Why P2: No 'deal' for a group buy, why do it "coordinated". Is it like Hawaiian Shirt Day at work?

Sends a message: To whom? To amazon? To...?

If you want to make sure studios release a message in your format... the problem is that you bought early. Why reward the industry for being greedy- everyone knows that BR is a superior technology (capacity, blah blah blah)- but my guess is that the licensing for it was onerus. If you're trying to make sure that your particular flavor stays in the market, all you're doing is getting a half-arsed product (take a look at the reviews for HD vs BR on titles that have been released on both). They obviously optimize to one format and then 'just ship it' on the other.
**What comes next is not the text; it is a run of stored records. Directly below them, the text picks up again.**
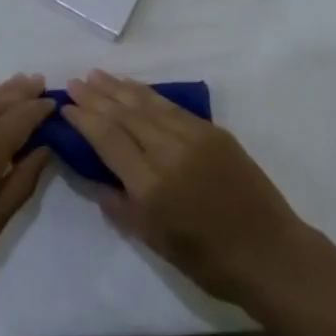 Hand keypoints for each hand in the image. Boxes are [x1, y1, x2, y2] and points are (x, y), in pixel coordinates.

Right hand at [62, 71, 310, 302]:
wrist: (269, 252)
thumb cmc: (209, 260)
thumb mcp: (155, 242)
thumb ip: (121, 207)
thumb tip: (96, 179)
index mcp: (151, 184)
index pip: (108, 139)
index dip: (84, 119)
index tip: (66, 106)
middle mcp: (169, 151)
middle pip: (124, 114)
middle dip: (96, 96)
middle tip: (74, 82)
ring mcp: (193, 136)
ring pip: (147, 104)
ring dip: (119, 88)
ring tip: (96, 75)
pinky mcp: (213, 130)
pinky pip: (171, 106)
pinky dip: (148, 94)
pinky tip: (134, 88) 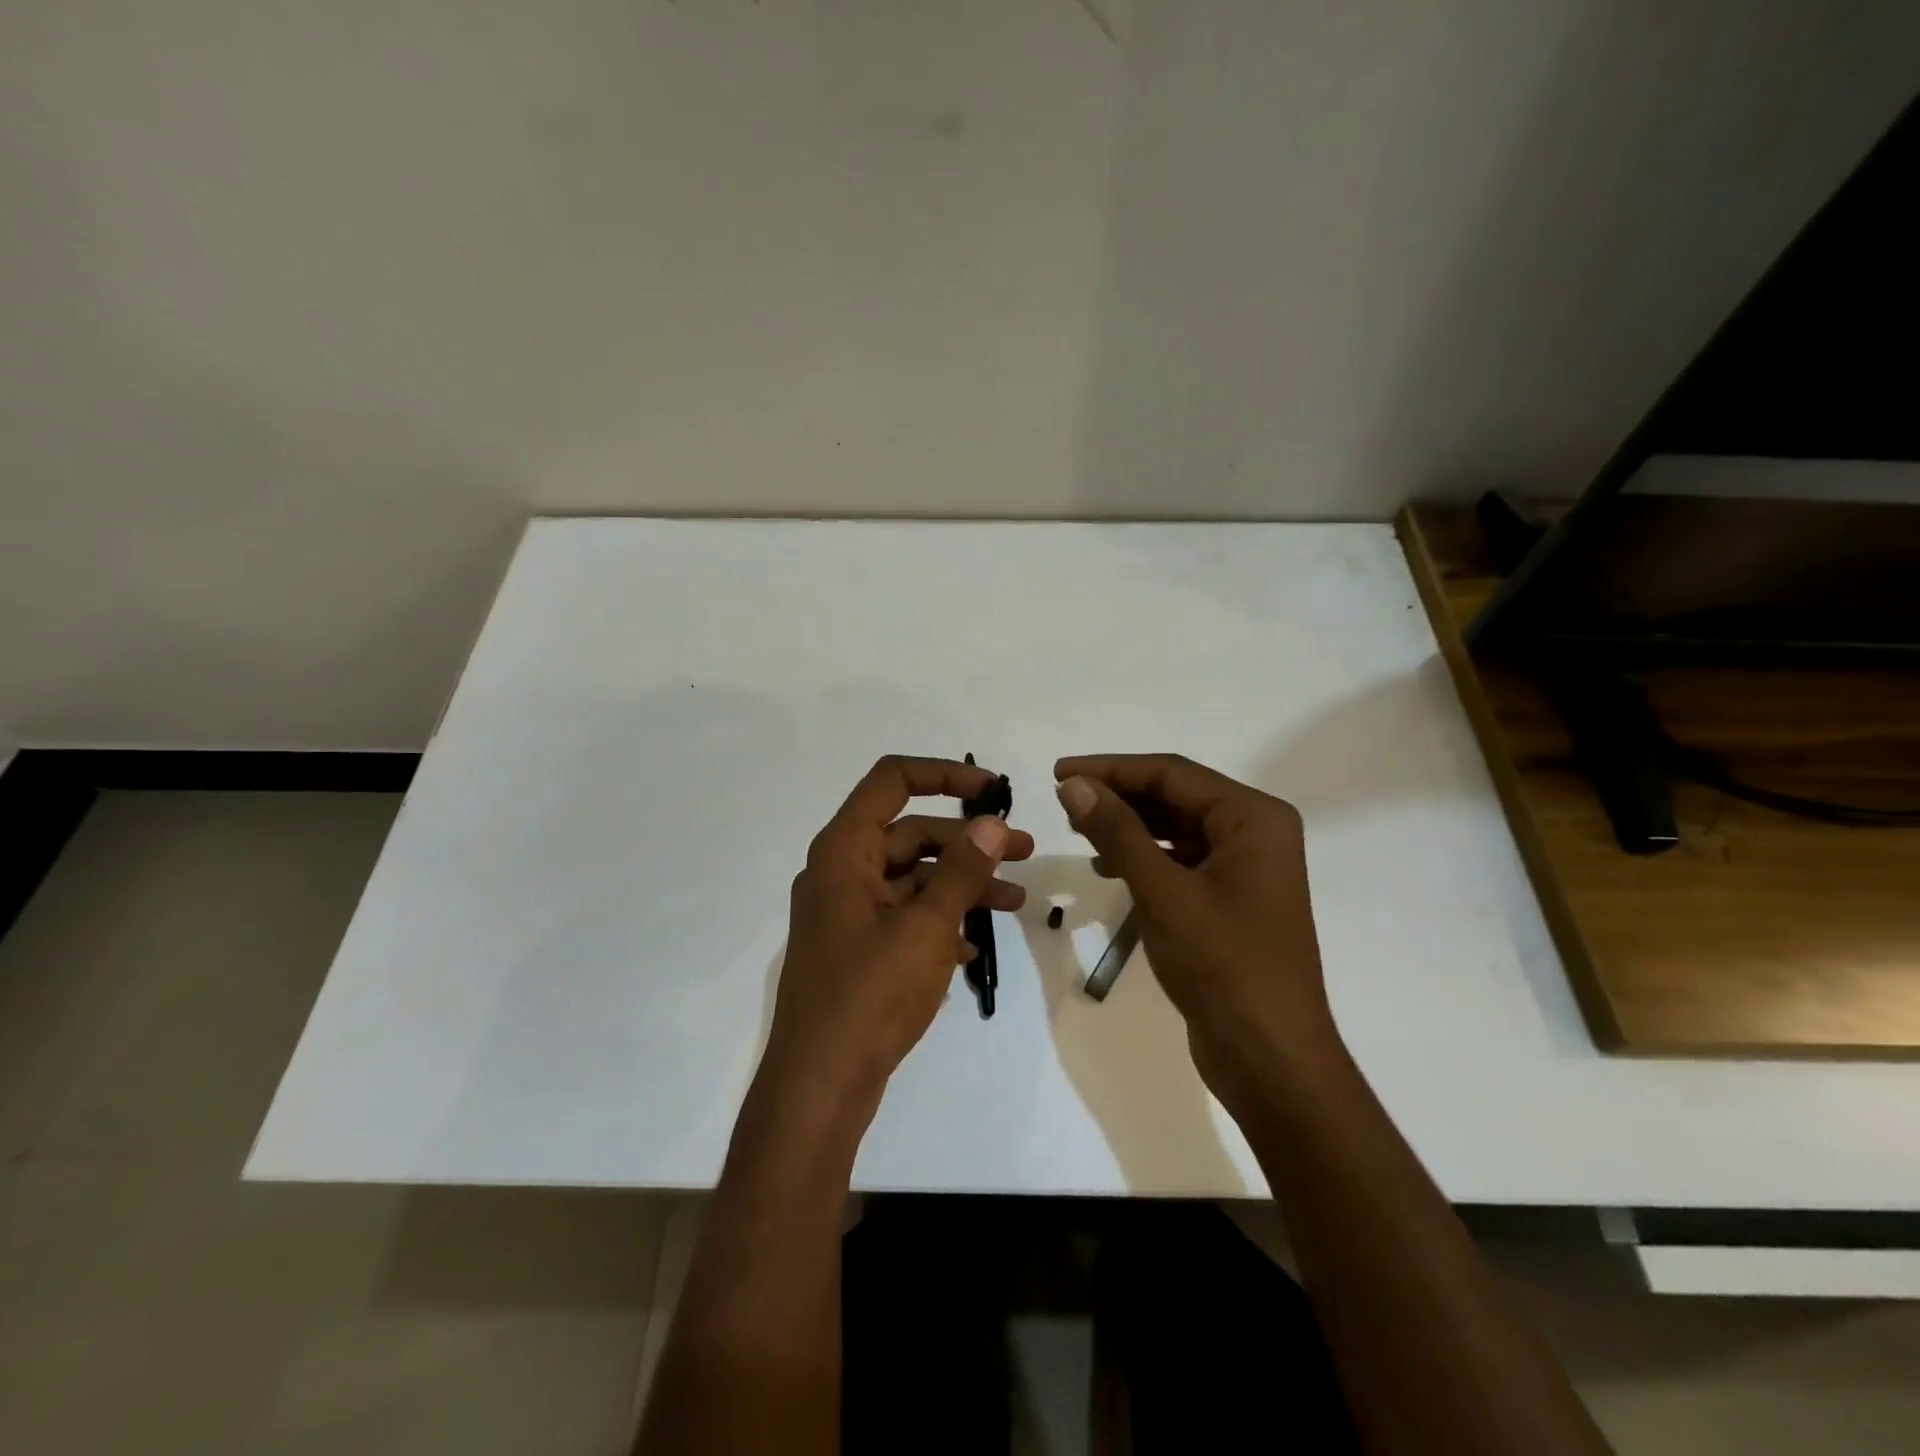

I believe the market and the forum both are voting that they're waiting for a winner- which is the wrong word- survivor is it.. Unlike the DVD -R, DVD +R fiasco, both standards won't survive- and if they do they'll have things like "3% of movie is cropped" issues.

I know you're excited about your new hi-def setup, so go for it... but I- and most everyone else is just sittin' on the sidelines eating popcorn, watching the 'show'.

Here's an interesting article: http://technology.guardian.co.uk/online/comment/story/0,12449,881780,00.html (why VHS is *better* than Betamax)

And this one: http://tafkac.org/products/beta_vs_vhs.html


----------



## Josuah (Apr 26, 2006)

*Re: Coordinated HD-DVD purchase...*



toecheese said:


> everyone knows that BR is a superior technology (capacity, blah blah blah)- but my guess is that the licensing for it was onerus.


I think Blu-Ray was delayed and then rushed because of AACS. IIRC, AACS support was added later and not part of the original spec.


----------



## bobgpsr (Apr 20, 2006)

Format discussions moved here from HD DVD coordinated purchase thread. This is the place to argue nicely! :boxer: :rant:  :hissyfit: 


Oh and AACS applies to both formats, always has, and still has not been formally approved, so it did not delay anything. An interim version of AACS allows Toshiba & Samsung to ship players since last March. Toshiba did in April 14, Samsung did on June 28. 

Bob


----------



## Sonnie (Apr 11, 2006)

Okay.... cool. I'll say what's on my mind "nicely".

History lesson #1: The majority is not always right and it may not always be beneficial to stick with the decision of "most" people. Noah and his family were in the minority when they got on the Ark.

Although I and several others here may be in the minority, I am definitely bias towards HD-DVD at this moment because I own a player and already quite a few DVDs. I really don't know what difference it makes what I support and/or why anyone would be disappointed or upset that I do support it. Everyone can decide for themselves what they want.

If and when Blu-ray gets a machine priced accordingly and working properly, I'll most likely buy one, or some variation of it. If a combo machine becomes available, and priced right, I could easily end up with one. I have already mentioned elsewhere that once Lite-on makes the HTPC drives available for both formats that I would be interested in building my own combo player... provided they are priced what I would consider reasonable.


----------



## MrPorterhouse (Jul 29, 2006)

Sonnie said:


> I have already mentioned elsewhere that once Lite-on makes the HTPC drives available for both formats that I would be interested in building my own combo player... provided they are priced what I would consider reasonable.


NVIDIA now makes a nice video card that has a HDMI-HDCP output and is windows vista compliant. It runs about $250, and the drives will be pricey for a while, not to mention that you'll need 2GB RAM and preferably 4GB RAM to run smoothly without worry. So depending on what your current PC is stocked with, it might only cost you around $2000. As the drives come down in price, the HTPC dual format player becomes more and more attractive. 

Either way, you'll be able to buy 2 stand alone players(1 HD DVD and 1 Blu-ray) for less than what a universal would cost ya to build. More and more people are adding HTPC's everyday, so OEM's are begining to respond with attractive media bundles on the cheap, though.


----------



## Sonnie (Apr 11, 2006)

Yeah... my thinkin' is if a Blu-ray player (one that is tested to work properly) becomes available in the $500-600 price range, I'll probably just buy one of those. But I ain't gonna pay $1000 for one. I would probably pay $1000-1200 for a combo setup though.

I may just have to enjoy my HD-DVD for a while. :huh:


----------